The required lines are those that contain "Pondfield"; pull them out of the data and copy them.

Supplied records.

================================

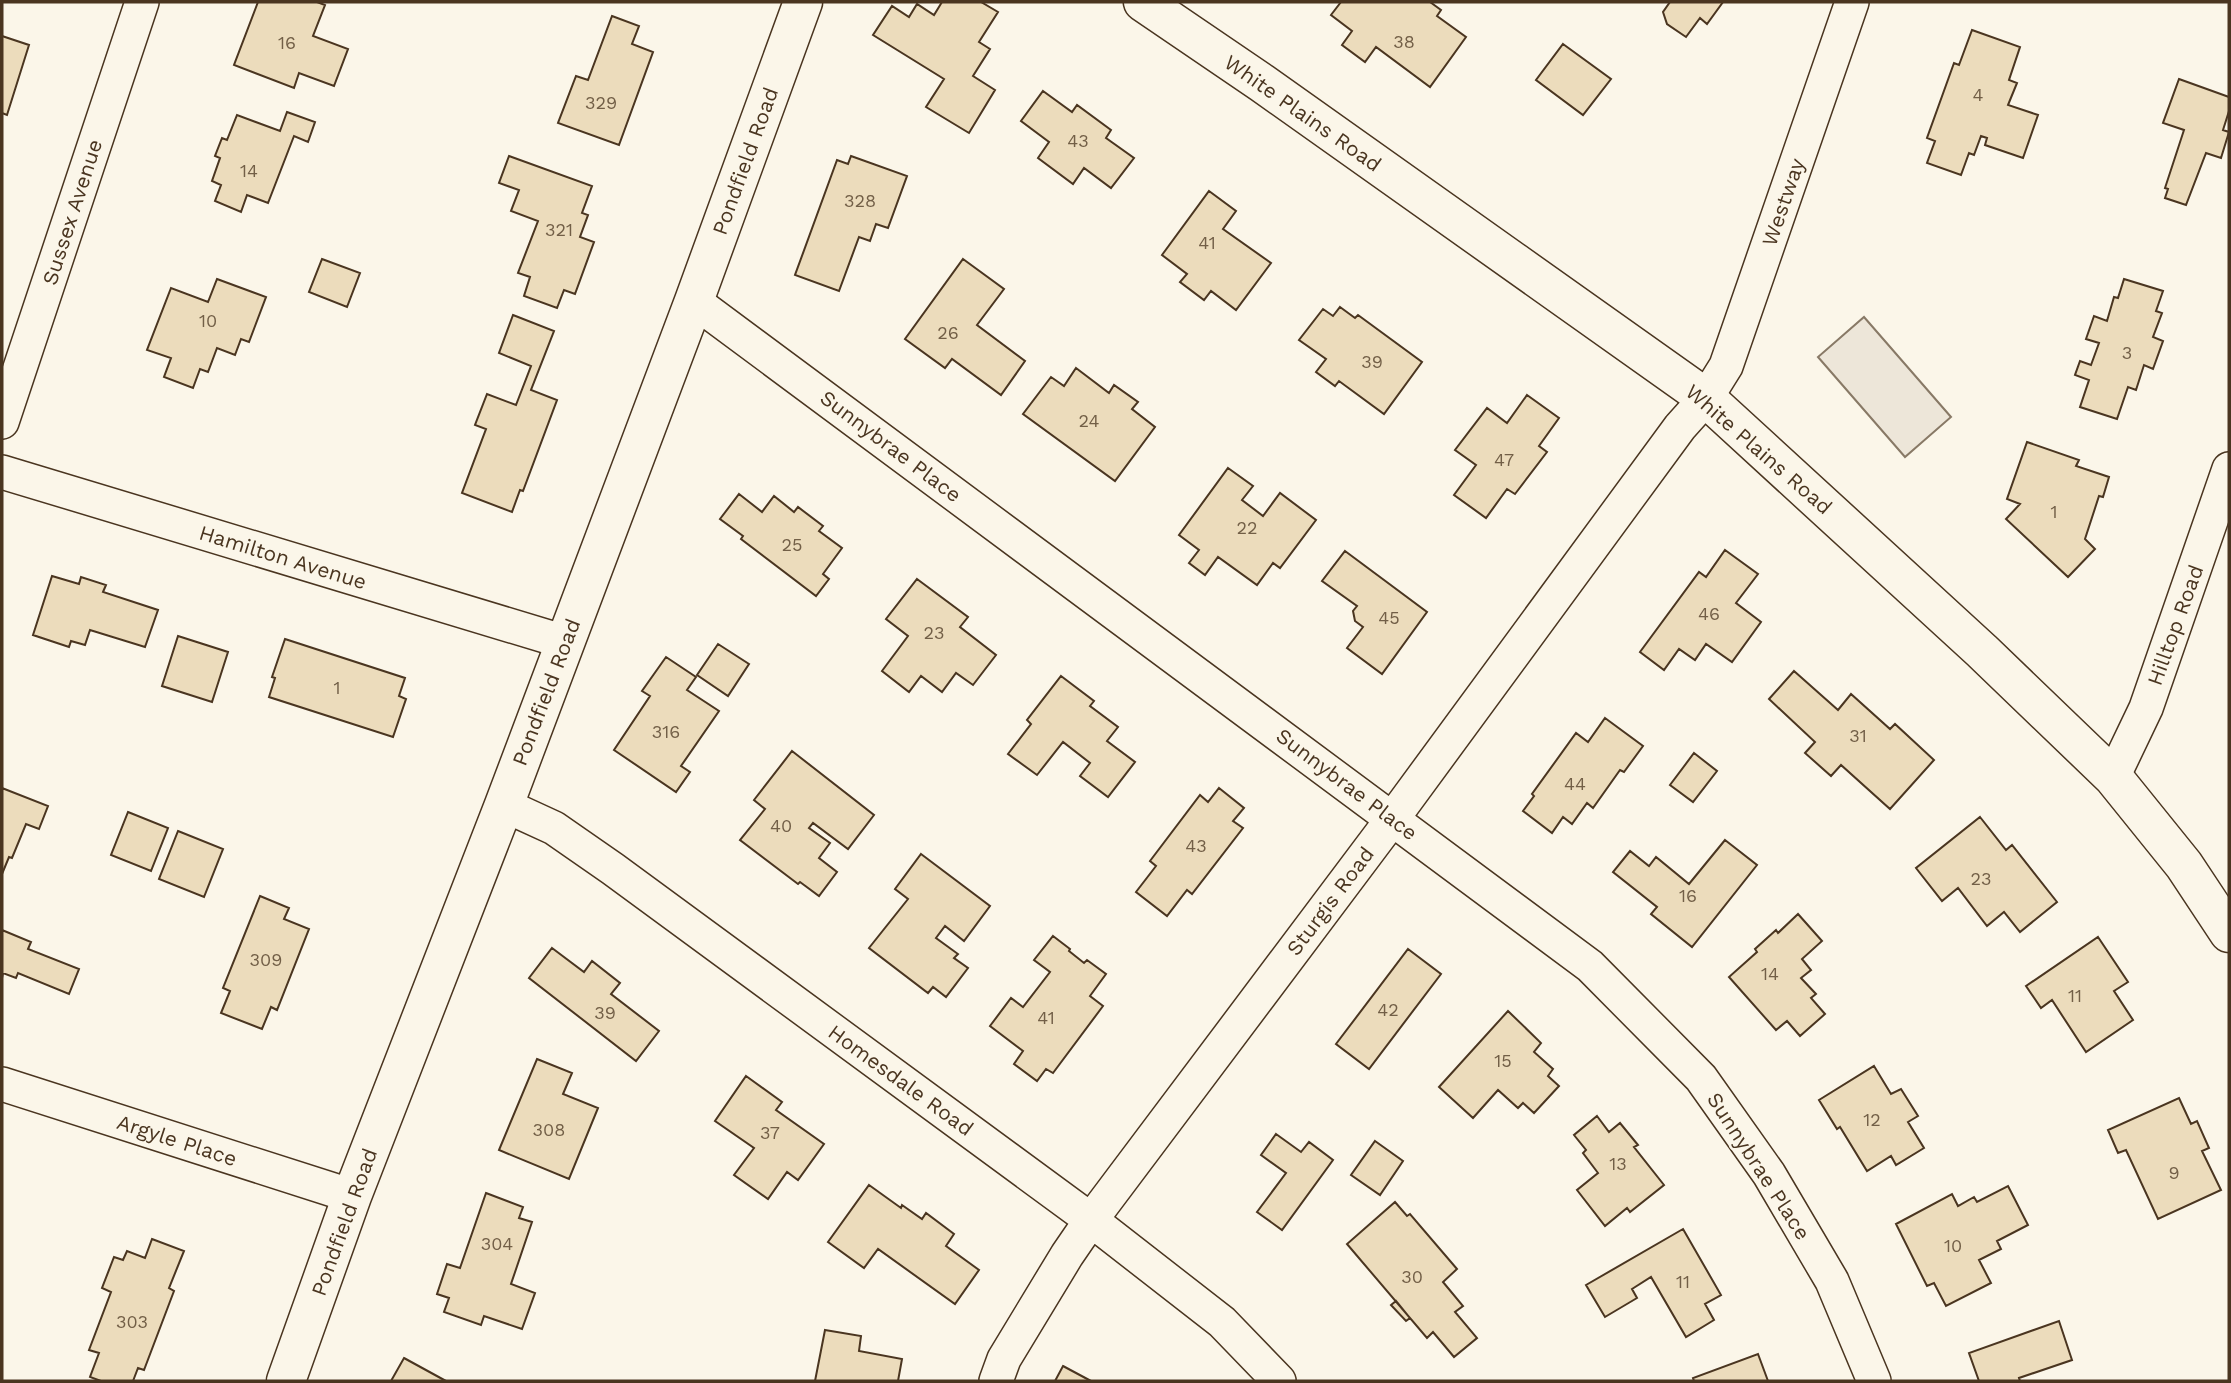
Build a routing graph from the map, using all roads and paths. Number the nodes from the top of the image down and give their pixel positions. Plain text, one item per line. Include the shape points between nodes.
1 (142, 2) edge
2 (803, 2) edge
3 (1143, 2) edge
4 (1852, 2) edge
5 (694, 300) junction
6 (1706, 398) junction
7 (2, 422) edge
8 (2229, 469) edge
9 (2, 472) edge
10 (2217, 546) edge
11 (565, 642) junction
12 (2113, 777) junction
13 (504, 805) junction
14 (1393, 818) junction
15 (2229, 933) edge
16 (2, 1084) edge
17 (352, 1196) junction
18 (1091, 1220) junction
19 (286, 1381) edge
20 (996, 1381) edge
21 (1279, 1381) edge
22 (1874, 1381) edge

1 - 7 street, Sussex Avenue
2 - 5 street, Pondfield Road
3 - 6 street, White Plains Road
4 - 6 street, Westway via 1726,366
5 - 11 street, Pondfield Road
5 - 14 street, Sunnybrae Place
6 - 12 street, White Plains Road via 1983,651
6 - 14 street, Sturgis Road via 1680,427
8 - 10 street, Hilltop Road
9 - 11 street, Hamilton Avenue
10 - 12 street, Hilltop Road
11 - 13 street, Pondfield Road
12 - 15 street, White Plains Road via 2184,865
13 - 17 street, Pondfield Road
13 - 18 street, Homesdale Road via 554,828 613,869
14 - 18 street, Sturgis Road
14 - 22 street, Sunnybrae Place via 1590,966 1701,1078 1769,1174 1832,1281
16 - 17 street, Argyle Place
17 - 19 street, Pondfield Road
18 - 20 street, Sturgis Road via 1011,1348
18 - 21 street, Homesdale Road via 1222,1322

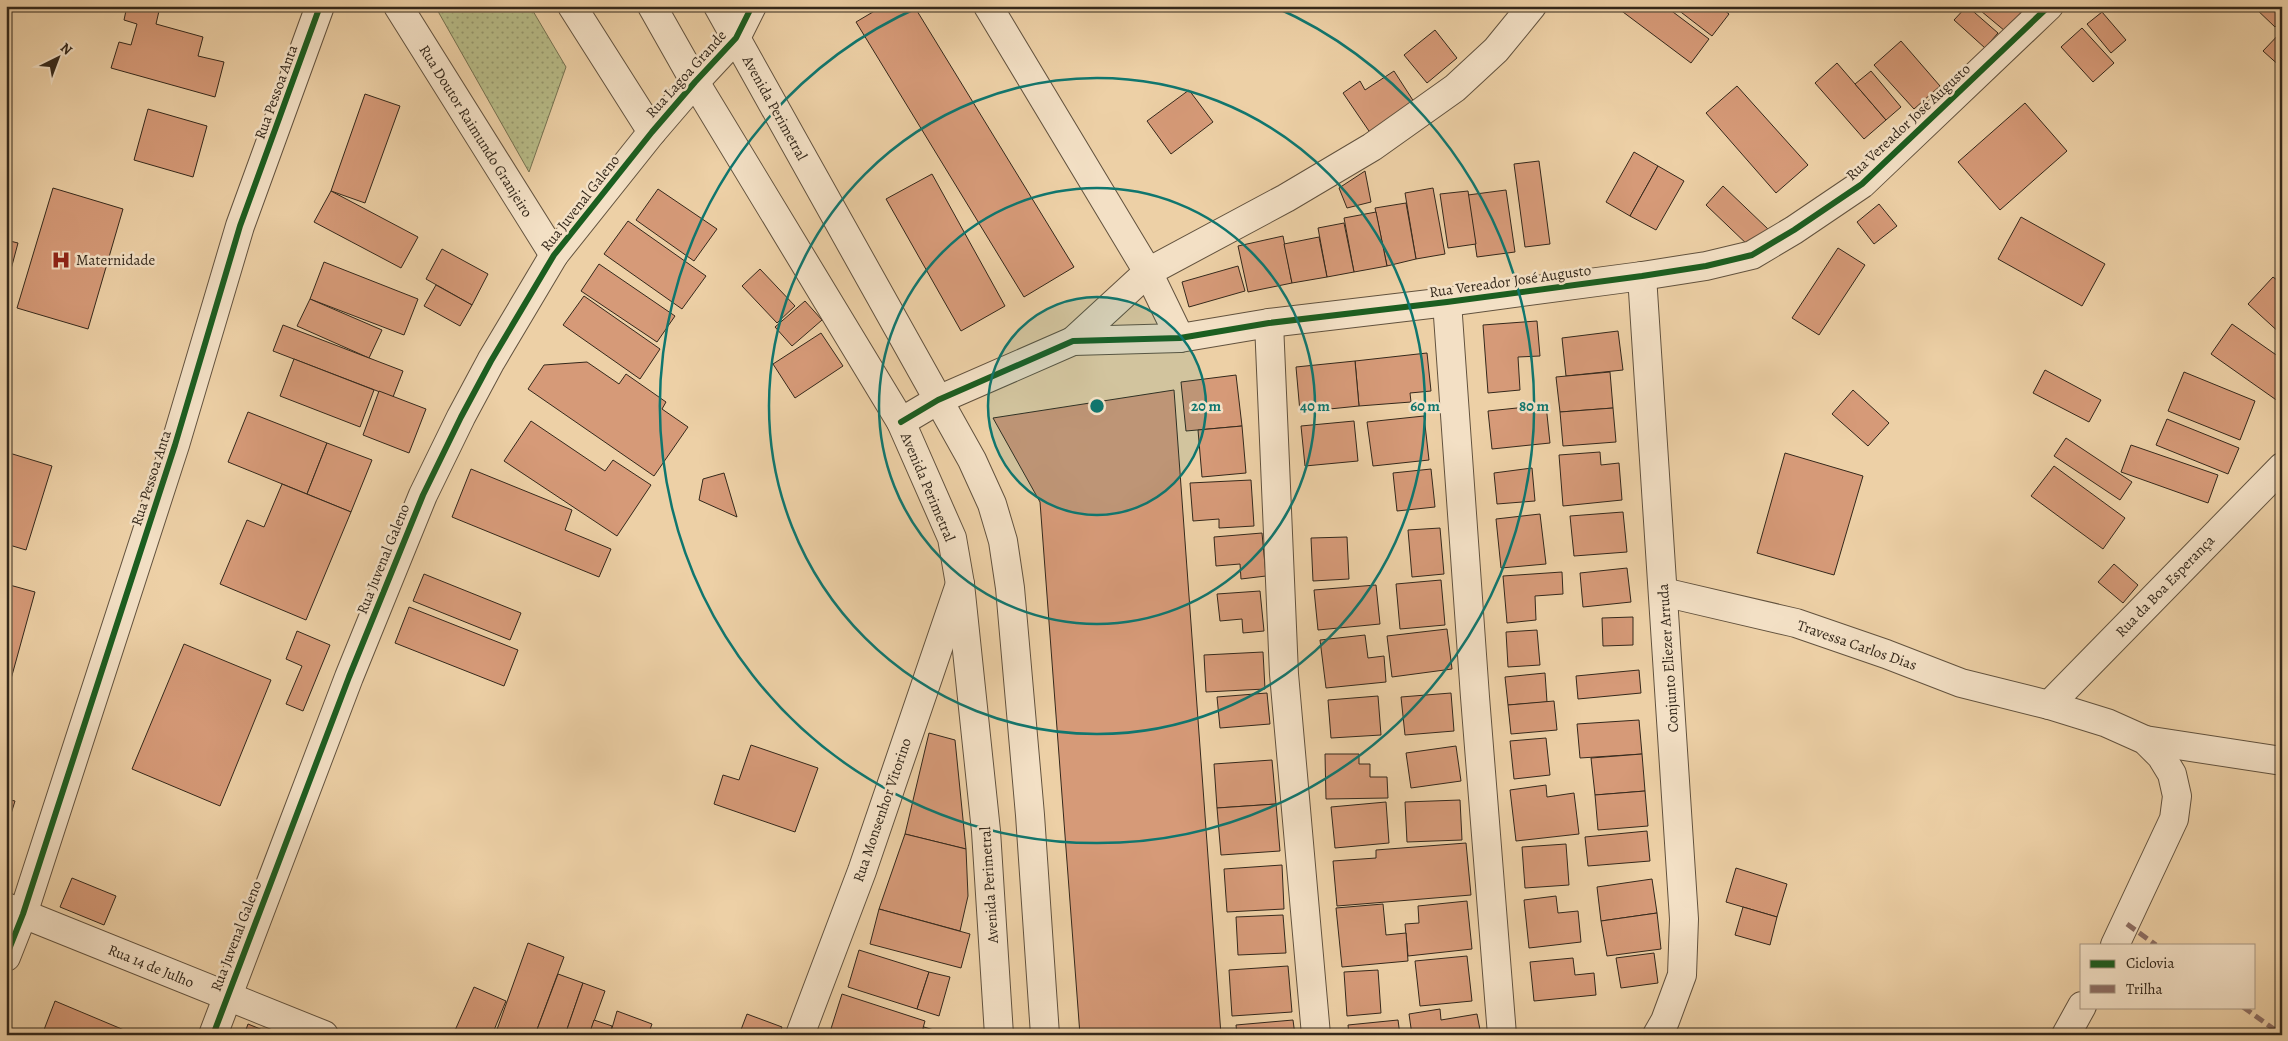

================================

Task output.
2 - 5 street, Pondfield Road
5 - 11 street, Pondfield Road
11 - 13 street, Pondfield Road
13 - 17 street, Pondfield Road
17 - 19 street, Pondfield Road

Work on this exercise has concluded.